▸ **Excerpted data**:
******************************

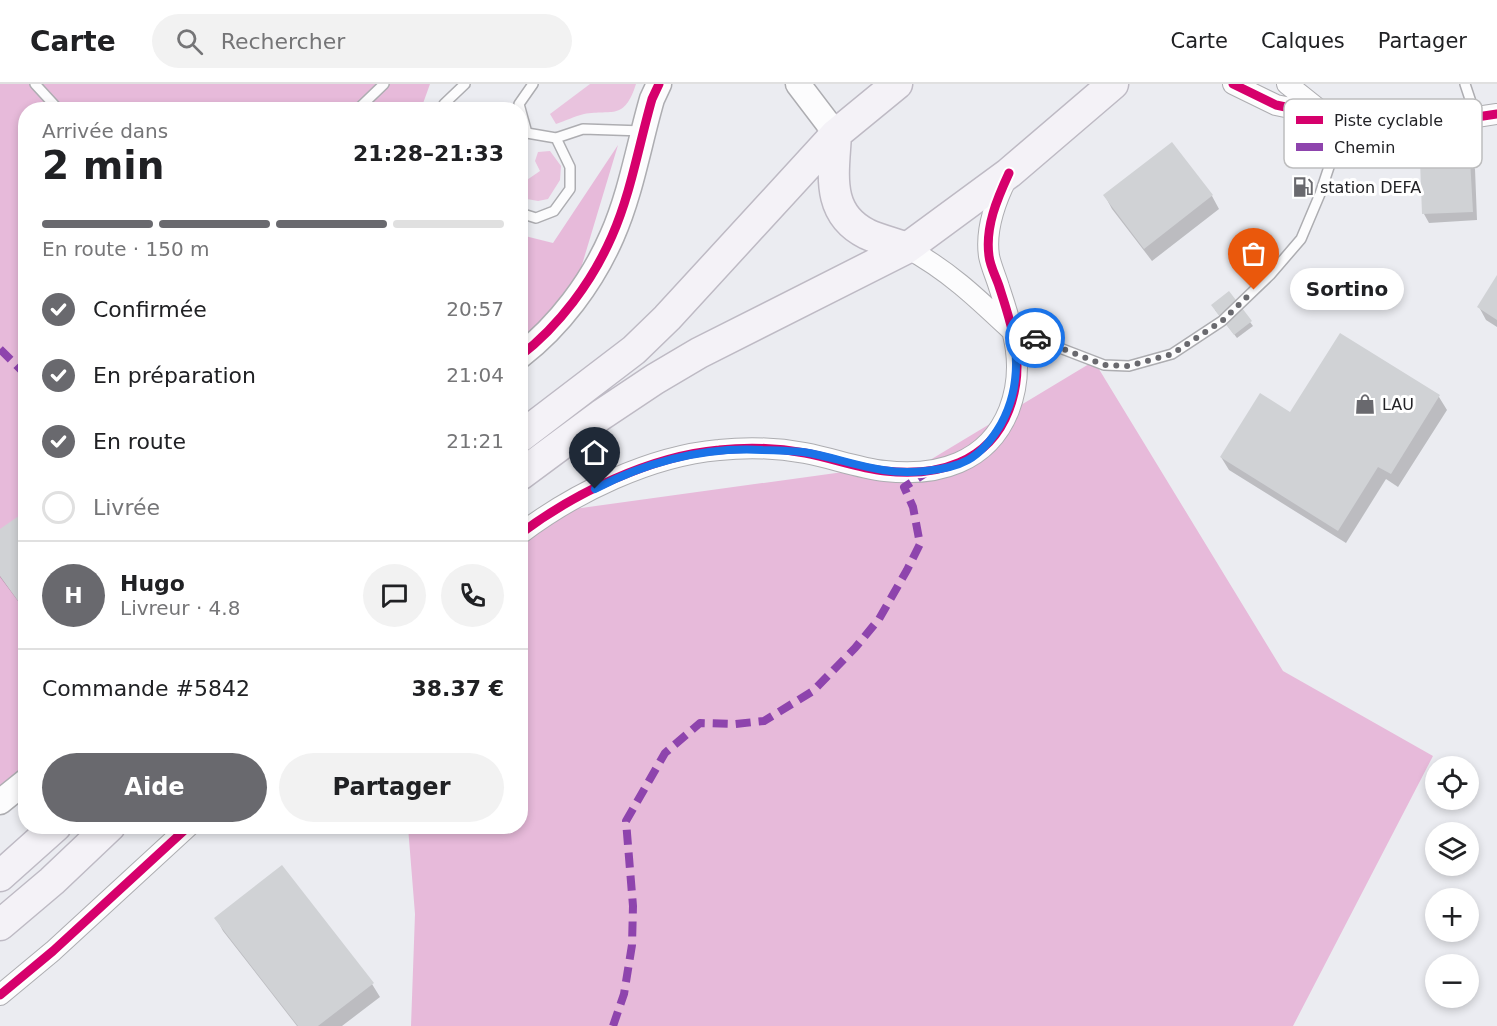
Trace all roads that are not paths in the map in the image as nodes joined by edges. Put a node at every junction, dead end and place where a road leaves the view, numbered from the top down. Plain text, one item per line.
1 (35, 84) edge
2 (384, 84) edge
3 (465, 84) edge
4 (533, 84) edge
5 (659, 84) edge
6 (798, 84) edge
7 (897, 84) edge
8 (1113, 84) edge
9 (1233, 84) edge
10 (1287, 84) edge
11 (1465, 84) edge
12 (1309, 99) edge
13 (1470, 99) edge
14 (52, 102) edge
15 (365, 102) edge
16 (446, 102) edge
17 (520, 102) edge
18 (1284, 107) edge
19 (1497, 114) edge
20 (1482, 116) edge
21 (643, 131) junction
22 (528, 133) edge
23 (836, 134) junction
24 (556, 138) junction
25 (1325, 168) edge
26 (1009, 173) junction
27 (528, 216) edge
28 (907, 248) junction
29 (1013, 332) junction
30 (528, 348) edge
31 (528, 431) edge
32 (528, 469) edge
33 (528, 528) edge
34 (18, 787) edge
35 (0, 802) edge
36 (47, 834) edge
37 (102, 834) edge
38 (180, 834) edge
39 (0, 876) edge
40 (0, 925) edge
41 (0, 995) edge

1 - 14 lane
2 - 15 lane
3 - 16 lane
4 - 17 lane
5 - 21 street
6 - 23 street
7 - 23 main road
8 - 26 main road
9 - 18 street
10 - 12 street
11 - 13 lane
19 - 20 street
21 - 24 lane
21 - 30 street
22 - 24 lane
23 - 28 main road
23 - 31 main road
24 - 27 lane
25 - 29 lane
26 - 28 main road
26 - 29 street
28 - 29 street
28 - 32 main road
29 - 33 street
34 - 35 street
36 - 39 main road
37 - 40 main road
38 - 41 street

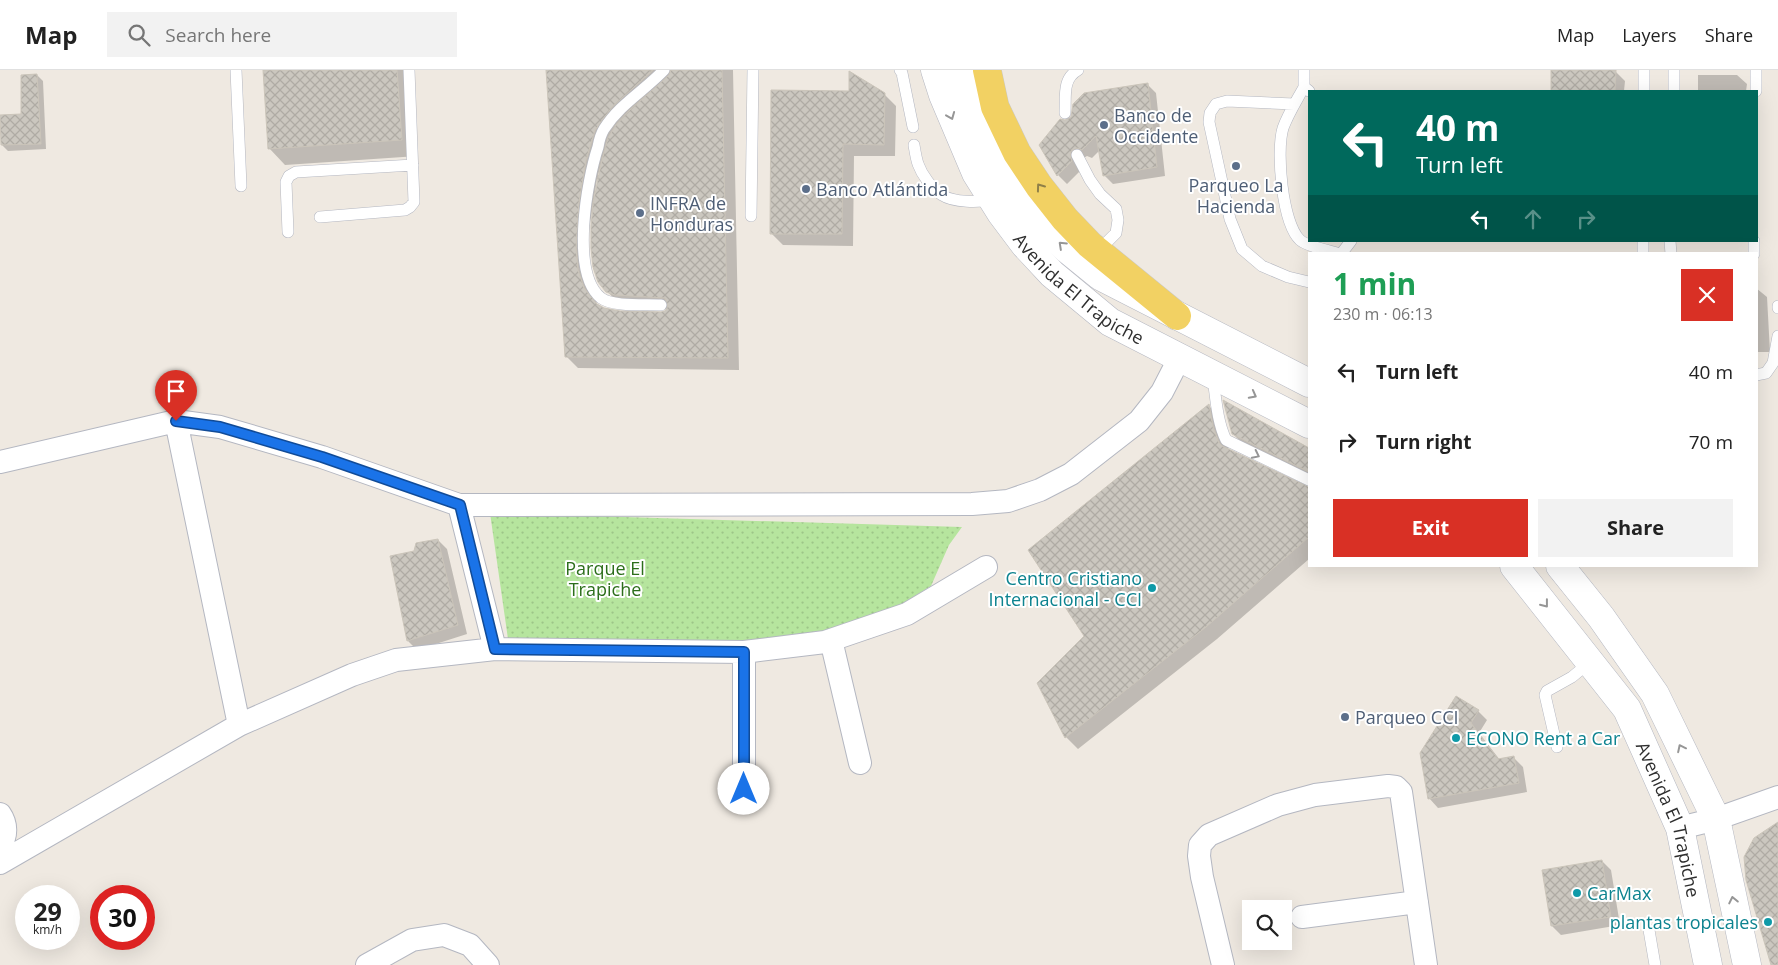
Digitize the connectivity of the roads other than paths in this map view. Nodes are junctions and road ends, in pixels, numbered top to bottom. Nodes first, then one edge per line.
1 (236, 70) edge
2 (409, 70) edge
3 (664, 70) edge
4 (753, 70) edge
5 (900, 70) edge
6 (935, 70) edge
7 (961, 70) edge
8 (987, 70) edge
9 (1078, 70) edge
10 (1304, 70) edge
11 (1644, 70) edge
12 (1674, 70) edge
13 (1756, 70) edge
14 (1307, 89) edge
15 (1644, 90) edge
16 (1674, 90) edge
17 (1756, 90) edge
18 (1294, 104) junction
19 (1065, 113) dead end
20 (912, 127) dead end
21 (914, 145) dead end
22 (1077, 155) dead end
23 (413, 164) junction
24 (241, 186) dead end
25 (992, 200) junction
26 (751, 216) dead end
27 (320, 217) dead end
28 (288, 232) dead end
29 (1351, 242) edge
30 (1097, 252) junction
31 (1334, 252) edge
32 (1342, 252) edge
33 (1308, 282) edge
34 (661, 305) dead end
35 (1177, 316) junction
36 (1778, 336) edge
37 (1180, 357) junction
38 (1213, 374) junction
39 (1758, 375) edge
40 (1308, 384) edge
41 (176, 421) junction
42 (1308, 423) edge
43 (0, 462) edge
44 (1308, 480) edge
45 (460, 505) junction
46 (986, 567) dead end
47 (1515, 567) edge
48 (1561, 567) edge
49 (831, 640) junction
50 (495, 649) junction
51 (744, 652) junction
52 (1590, 662) junction
53 (239, 725) junction
54 (1557, 747) dead end
55 (860, 763) dead end
56 (744, 789) dead end
57 (1778, 797) edge
58 (0, 814) edge
59 (1716, 818) junction
60 (1680, 828) junction
61 (0, 846) edge
62 (0, 863) edge
63 (1417, 902) junction
64 (1302, 917) dead end
65 (1649, 930) dead end
66 (367, 965) edge
67 (488, 965) edge
68 (1222, 965) edge
69 (1426, 965) edge
70 (1655, 965) edge
71 (1708, 965) edge
72 (1747, 965) edge

1 - 24 lane
2 - 23 lane
3 - 34 lane
4 - 26 lane
5 - 20 lane
6 -> 25 main road, Avenida El Trapiche
35 -> 7 main road, Avenida El Trapiche
30 -> 8 main road
9 - 19 lane
10 - 14 lane
11 - 15 lane
12 - 16 lane
13 - 17 lane
14 - 18 lane
18 - 31 lane
18 - 33 lane
21 - 25 lane
22 - 30 lane
23 - 27 lane
23 - 28 lane
25 - 37 main road, Avenida El Trapiche
29 - 32 lane
30 - 35 main road
35 - 40 main road, Avenida El Trapiche
36 - 39 lane
37 - 38 main road, Avenida El Trapiche
37 - 40 main road
37 - 45 street
38 -> 42 main road, Avenida El Trapiche
38 -> 44 lane
41 - 43 street
41 - 45 street
41 - 53 street
45 - 50 street
46 - 49 street
47 -> 52 main road, Avenida El Trapiche
59 -> 48 main road, Avenida El Trapiche
49 - 51 street
49 - 55 street
50 - 51 street
50 - 53 street
51 - 56 street
52 - 54 lane
52 - 60 main road, Avenida El Trapiche
53 - 62 street
57 - 59 street
58 - 61 street
59 - 60 street
72 -> 59 main road, Avenida El Trapiche
60 - 71 main road, Avenida El Trapiche
63 - 64 street
63 - 68 street
63 - 69 street
65 - 70 lane
66 - 67 street

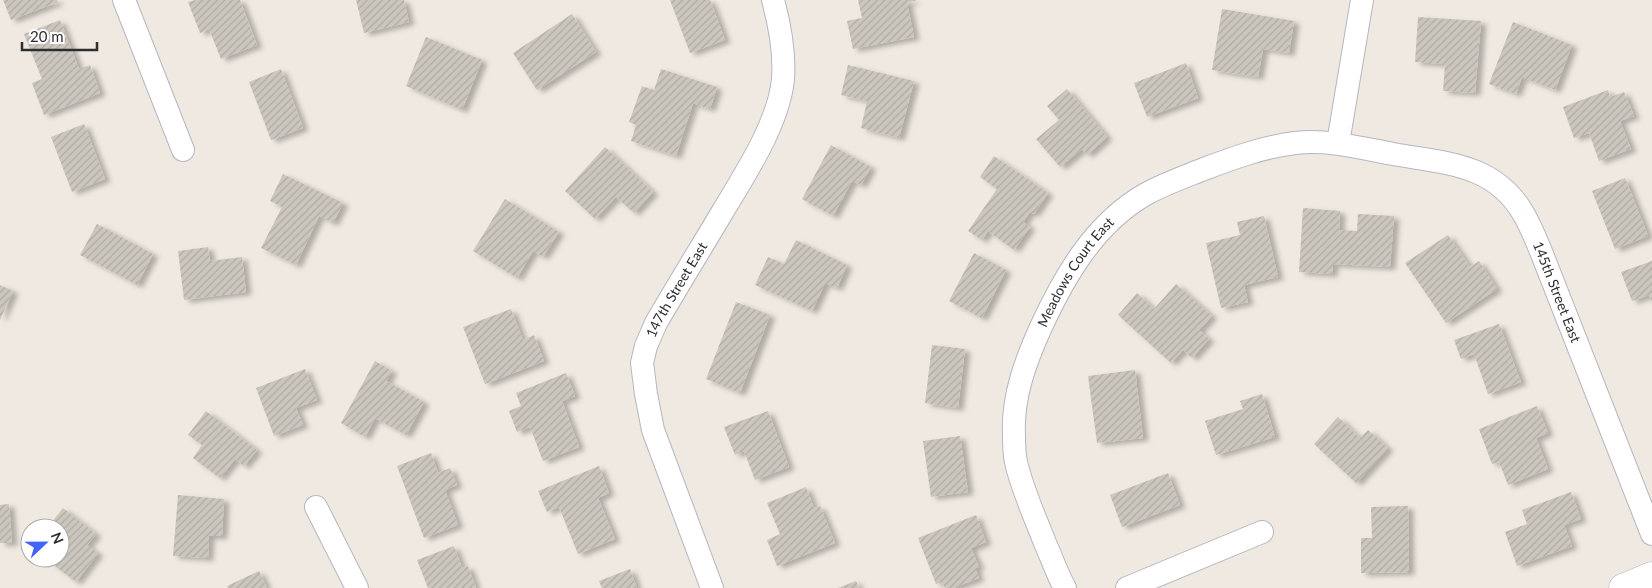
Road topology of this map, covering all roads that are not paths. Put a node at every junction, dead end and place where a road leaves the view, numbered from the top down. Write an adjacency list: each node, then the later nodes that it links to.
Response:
1 (124, 0): 6 (street)
2 (773, 0): 12 (street, 147th Street East)
3 (1362, 0): 4 (street)
4 (1338, 143): 5 (street, Meadows Court East); 13 (street, Meadows Court East)
5 (1368, 149): 9 (street, 145th Street East)
6 (183, 150)
7 (316, 507): 11 (street)
8 (1262, 532): 14 (street)
9 (1652, 534)
10 (1652, 576): 15 (street)
11 (357, 588)
12 (712, 588)
13 (1065, 588)
14 (1127, 588)
15 (1623, 588)

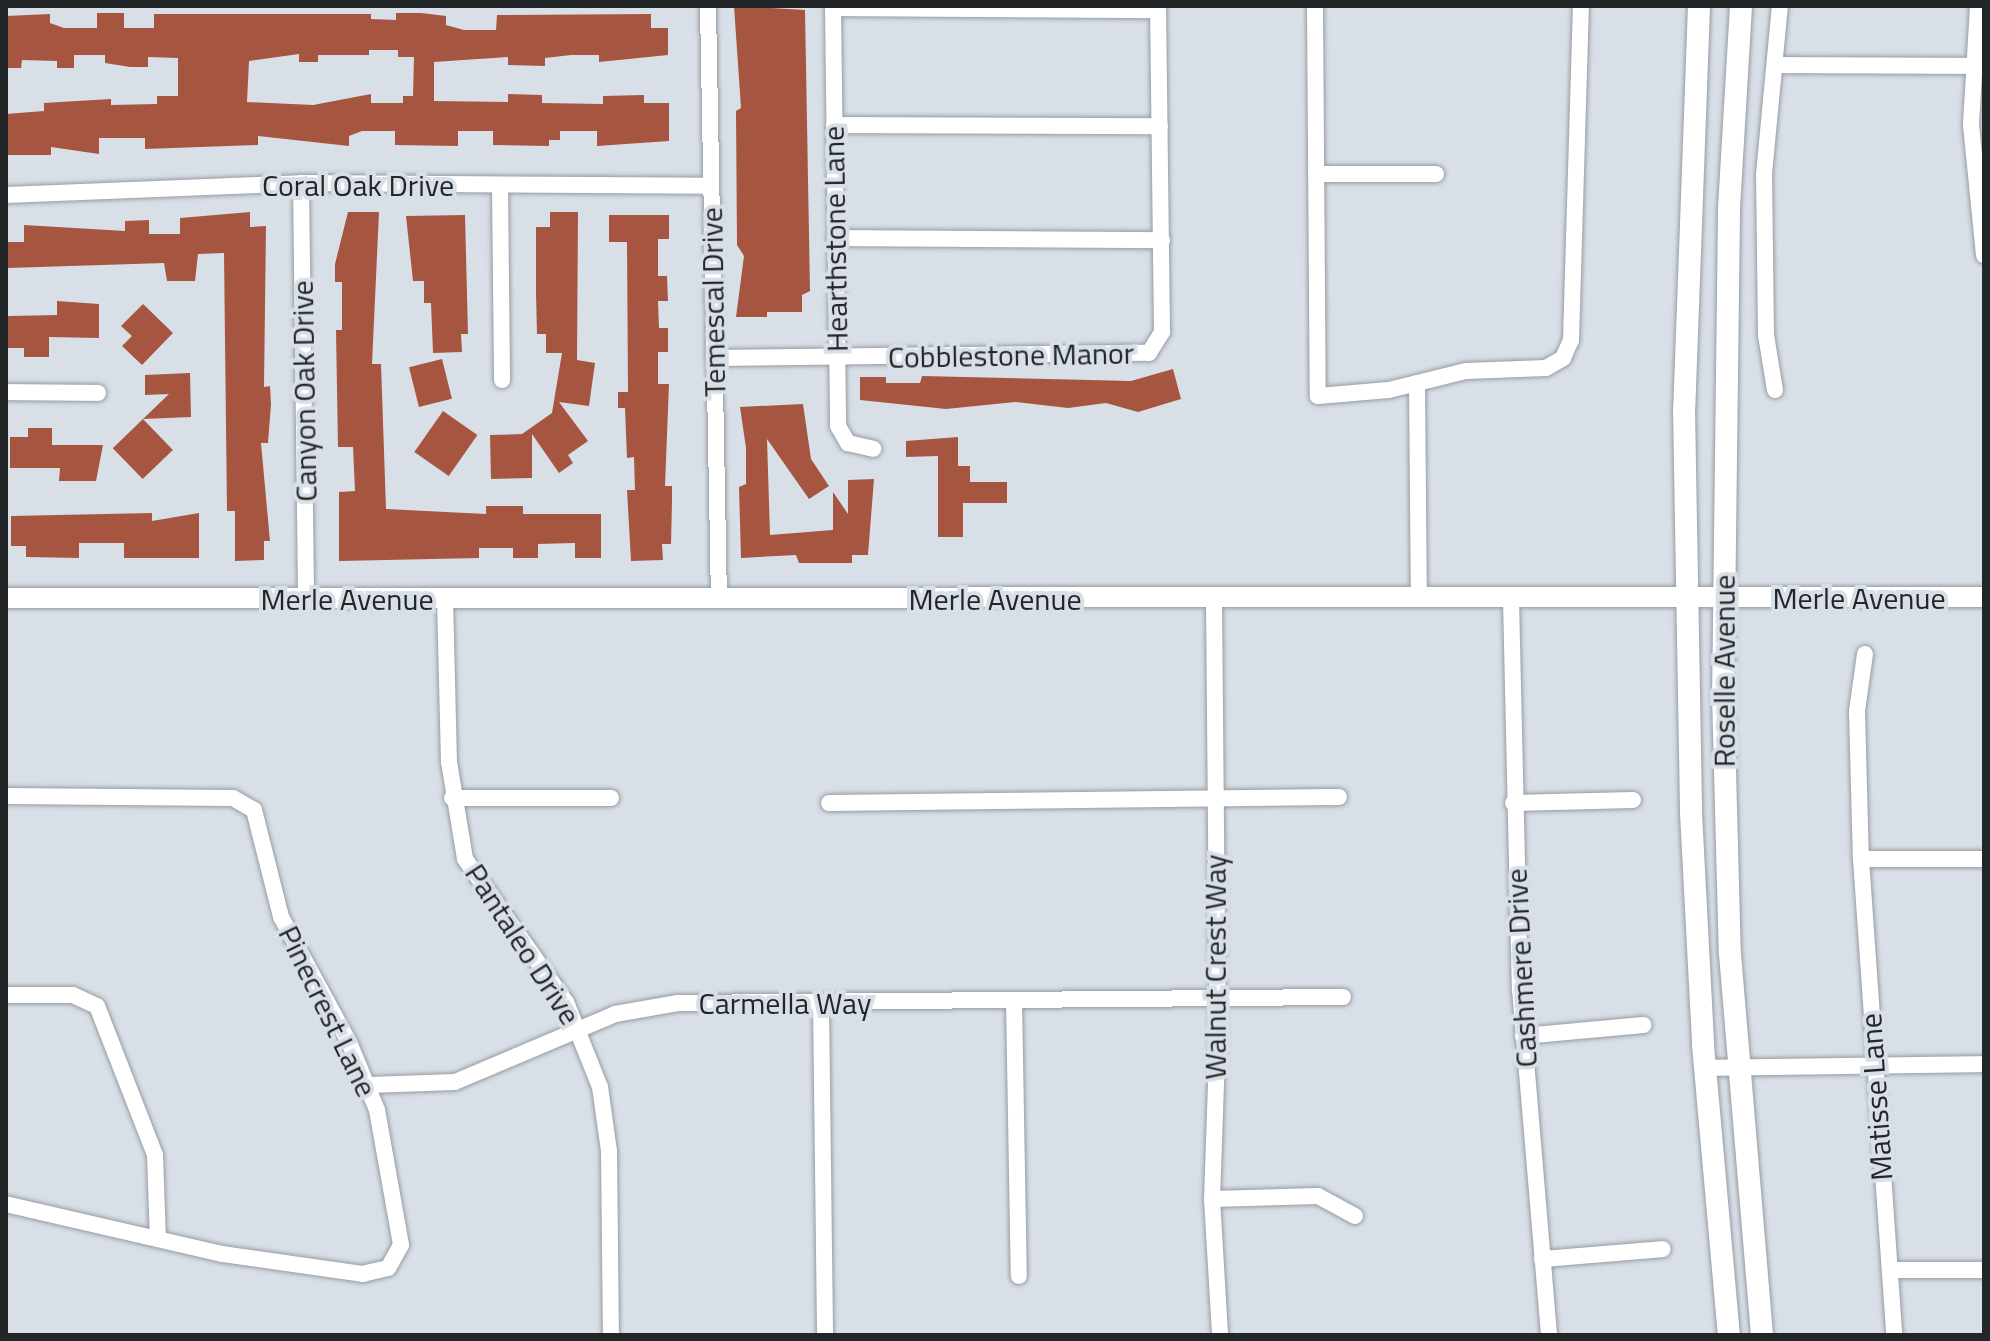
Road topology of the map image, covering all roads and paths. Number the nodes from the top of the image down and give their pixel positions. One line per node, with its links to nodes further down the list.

******************************

▸ **Instructions for the task**: Exact copy, pictures excluded: print only the lines from the line containing "Road topology of this" through the end of the records.

▸ **Response to the exercise**:
Road topology of this map, covering all roads that are not paths. Put a node at every junction, dead end and place where a road leaves the view, numbered from the top down. Write an adjacency list: each node, then the later nodes that it links to.
Response:
1 (124, 0): 6 (street)
2 (773, 0): 12 (street, 147th Street East)
3 (1362, 0): 4 (street)
4 (1338, 143): 5 (street, Meadows Court East); 13 (street, Meadows Court East)
5 (1368, 149): 9 (street, 145th Street East)
6 (183, 150)
7 (316, 507): 11 (street)
8 (1262, 532): 14 (street)
9 (1652, 534)
10 (1652, 576): 15 (street)
11 (357, 588)
12 (712, 588)
13 (1065, 588)
14 (1127, 588)
15 (1623, 588)

Road topology of the map image, covering all roads and paths. Number the nodes from the top of the image down and give their pixel positions. One line per node, with its links to nodes further down the list.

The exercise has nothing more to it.